Recently, the reemergence of vitamin D deficiency in developed countries has been
pointed out. Vitamin D deficiency is diagnosed based on the serum 25-hydroxyvitamin D
(25OHD) level. However, its normal range is still controversial, making the diagnosis of
vitamin D deficiency difficult. Here, we present seven Japanese patients diagnosed with
vitamin D deficiency. Three patients complained of leg bowing, and the other four of
tetany. The patients with leg bowing were toddlers. Radiographic surveys demonstrated
evidence of rickets. Laboratory findings showed decreased levels of serum inorganic
phosphorus and increased levels of alkaline phosphatase (ALP) and intact-parathyroid
hormone (iPTH). The serum levels of 25OHD were relatively low, ranging from 13 to 15.2
ng/ml.
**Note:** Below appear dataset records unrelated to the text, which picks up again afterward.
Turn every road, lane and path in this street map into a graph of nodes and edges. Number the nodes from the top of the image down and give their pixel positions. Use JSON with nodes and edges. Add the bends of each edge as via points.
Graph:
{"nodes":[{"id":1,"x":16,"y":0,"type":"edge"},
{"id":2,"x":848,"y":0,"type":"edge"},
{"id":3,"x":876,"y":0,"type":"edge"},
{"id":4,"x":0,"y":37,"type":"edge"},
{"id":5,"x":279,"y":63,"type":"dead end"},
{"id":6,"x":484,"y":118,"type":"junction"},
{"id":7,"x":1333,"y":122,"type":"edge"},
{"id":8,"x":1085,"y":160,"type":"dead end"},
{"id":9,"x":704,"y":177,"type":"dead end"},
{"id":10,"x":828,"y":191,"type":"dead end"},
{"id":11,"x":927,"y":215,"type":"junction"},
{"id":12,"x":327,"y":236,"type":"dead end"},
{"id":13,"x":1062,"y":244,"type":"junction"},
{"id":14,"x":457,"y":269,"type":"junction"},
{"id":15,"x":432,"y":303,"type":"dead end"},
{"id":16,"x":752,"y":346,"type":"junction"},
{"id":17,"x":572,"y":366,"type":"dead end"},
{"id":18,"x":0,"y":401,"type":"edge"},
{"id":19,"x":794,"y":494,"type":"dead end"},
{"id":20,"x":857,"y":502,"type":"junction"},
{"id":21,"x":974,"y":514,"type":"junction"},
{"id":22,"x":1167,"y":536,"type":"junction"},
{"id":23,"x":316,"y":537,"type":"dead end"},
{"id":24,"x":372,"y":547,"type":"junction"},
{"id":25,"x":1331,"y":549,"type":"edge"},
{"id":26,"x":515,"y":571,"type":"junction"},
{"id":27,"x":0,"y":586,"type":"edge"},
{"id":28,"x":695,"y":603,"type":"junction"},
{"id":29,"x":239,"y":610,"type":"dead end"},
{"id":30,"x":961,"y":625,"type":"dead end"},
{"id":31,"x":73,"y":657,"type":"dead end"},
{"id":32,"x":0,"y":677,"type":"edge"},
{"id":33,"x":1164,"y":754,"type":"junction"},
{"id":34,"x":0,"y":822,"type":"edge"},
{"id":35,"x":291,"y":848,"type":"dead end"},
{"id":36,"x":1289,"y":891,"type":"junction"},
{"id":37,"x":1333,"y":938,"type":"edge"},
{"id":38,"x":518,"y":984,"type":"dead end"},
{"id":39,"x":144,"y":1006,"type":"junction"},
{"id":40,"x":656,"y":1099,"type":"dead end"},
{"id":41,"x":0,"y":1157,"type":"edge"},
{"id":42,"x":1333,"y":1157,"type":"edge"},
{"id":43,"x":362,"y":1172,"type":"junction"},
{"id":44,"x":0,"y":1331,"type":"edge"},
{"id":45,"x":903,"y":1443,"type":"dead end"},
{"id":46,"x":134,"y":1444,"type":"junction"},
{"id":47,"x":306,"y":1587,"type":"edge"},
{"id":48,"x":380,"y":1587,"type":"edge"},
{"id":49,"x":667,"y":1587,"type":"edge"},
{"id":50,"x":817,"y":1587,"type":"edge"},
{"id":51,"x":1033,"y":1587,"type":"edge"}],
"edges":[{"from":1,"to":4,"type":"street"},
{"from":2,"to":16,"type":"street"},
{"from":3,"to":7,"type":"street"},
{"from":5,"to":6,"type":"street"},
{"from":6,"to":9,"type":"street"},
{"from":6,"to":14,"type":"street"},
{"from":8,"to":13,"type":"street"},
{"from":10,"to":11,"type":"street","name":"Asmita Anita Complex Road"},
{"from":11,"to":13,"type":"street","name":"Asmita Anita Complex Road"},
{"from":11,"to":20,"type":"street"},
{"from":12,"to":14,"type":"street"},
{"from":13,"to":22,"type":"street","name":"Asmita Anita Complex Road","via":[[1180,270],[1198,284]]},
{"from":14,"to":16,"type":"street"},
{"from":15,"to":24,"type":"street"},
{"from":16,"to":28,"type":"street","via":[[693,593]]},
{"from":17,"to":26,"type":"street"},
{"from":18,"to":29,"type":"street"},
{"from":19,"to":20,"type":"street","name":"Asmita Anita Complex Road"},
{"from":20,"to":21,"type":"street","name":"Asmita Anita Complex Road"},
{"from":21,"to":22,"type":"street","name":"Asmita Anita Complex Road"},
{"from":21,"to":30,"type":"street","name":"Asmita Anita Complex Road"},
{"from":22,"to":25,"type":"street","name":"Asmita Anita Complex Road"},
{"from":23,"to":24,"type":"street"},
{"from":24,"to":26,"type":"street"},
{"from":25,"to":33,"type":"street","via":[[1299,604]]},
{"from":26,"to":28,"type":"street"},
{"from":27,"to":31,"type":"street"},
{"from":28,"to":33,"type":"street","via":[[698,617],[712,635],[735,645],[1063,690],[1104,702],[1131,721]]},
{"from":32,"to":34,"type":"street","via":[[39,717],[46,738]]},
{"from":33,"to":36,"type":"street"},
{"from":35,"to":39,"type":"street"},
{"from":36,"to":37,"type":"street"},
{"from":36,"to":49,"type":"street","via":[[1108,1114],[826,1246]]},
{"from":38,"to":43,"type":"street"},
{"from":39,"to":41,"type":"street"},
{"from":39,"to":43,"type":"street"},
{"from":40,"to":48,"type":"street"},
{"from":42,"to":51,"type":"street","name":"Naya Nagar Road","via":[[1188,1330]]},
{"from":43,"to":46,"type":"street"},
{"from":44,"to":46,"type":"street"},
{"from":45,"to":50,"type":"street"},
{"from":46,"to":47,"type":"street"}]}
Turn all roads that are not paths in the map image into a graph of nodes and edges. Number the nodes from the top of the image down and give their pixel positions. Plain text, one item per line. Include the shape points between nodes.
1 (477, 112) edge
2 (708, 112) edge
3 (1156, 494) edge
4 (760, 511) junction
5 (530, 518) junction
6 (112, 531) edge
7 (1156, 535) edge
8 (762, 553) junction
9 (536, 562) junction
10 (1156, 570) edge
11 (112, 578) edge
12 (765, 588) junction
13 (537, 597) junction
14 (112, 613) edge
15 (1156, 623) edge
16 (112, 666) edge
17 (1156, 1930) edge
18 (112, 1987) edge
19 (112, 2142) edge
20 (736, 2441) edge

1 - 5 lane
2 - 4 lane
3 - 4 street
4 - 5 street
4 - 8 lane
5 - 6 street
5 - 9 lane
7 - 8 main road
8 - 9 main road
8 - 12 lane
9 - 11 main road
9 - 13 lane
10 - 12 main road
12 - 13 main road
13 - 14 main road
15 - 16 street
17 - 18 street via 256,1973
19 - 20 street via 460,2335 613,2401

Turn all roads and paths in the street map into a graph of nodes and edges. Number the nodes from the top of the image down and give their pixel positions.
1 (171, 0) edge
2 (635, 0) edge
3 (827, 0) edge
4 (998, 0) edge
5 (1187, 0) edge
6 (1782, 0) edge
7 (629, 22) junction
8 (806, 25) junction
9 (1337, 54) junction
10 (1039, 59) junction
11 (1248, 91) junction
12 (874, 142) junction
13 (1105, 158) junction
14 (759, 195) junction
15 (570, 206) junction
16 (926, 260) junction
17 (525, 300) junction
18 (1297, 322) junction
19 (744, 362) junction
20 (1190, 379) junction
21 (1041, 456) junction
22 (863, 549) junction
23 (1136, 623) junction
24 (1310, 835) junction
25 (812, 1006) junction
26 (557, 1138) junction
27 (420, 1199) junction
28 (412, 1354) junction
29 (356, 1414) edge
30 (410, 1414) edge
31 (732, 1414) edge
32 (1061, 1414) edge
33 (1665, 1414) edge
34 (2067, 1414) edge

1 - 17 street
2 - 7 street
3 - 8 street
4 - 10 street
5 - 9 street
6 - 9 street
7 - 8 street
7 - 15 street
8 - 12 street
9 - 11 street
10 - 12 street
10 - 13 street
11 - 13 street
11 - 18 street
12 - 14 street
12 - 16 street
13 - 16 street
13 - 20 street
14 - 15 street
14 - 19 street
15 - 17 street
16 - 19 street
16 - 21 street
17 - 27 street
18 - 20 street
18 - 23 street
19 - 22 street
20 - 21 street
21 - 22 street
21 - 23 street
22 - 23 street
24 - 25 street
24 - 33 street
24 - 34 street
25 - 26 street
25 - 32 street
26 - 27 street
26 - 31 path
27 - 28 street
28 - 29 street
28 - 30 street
Of the patients with tetany, three were young infants. Laboratory findings showed
decreased levels of serum calcium and increased levels of ALP and iPTH. The serum levels
of 25OHD were markedly decreased (below 8 ng/ml). Thus, these results indicate that
relatively low levels of 25OHD can cause rickets, a symptom of vitamin D deficiency, and
that clinicians should therefore carefully evaluate the levels of 25OHD.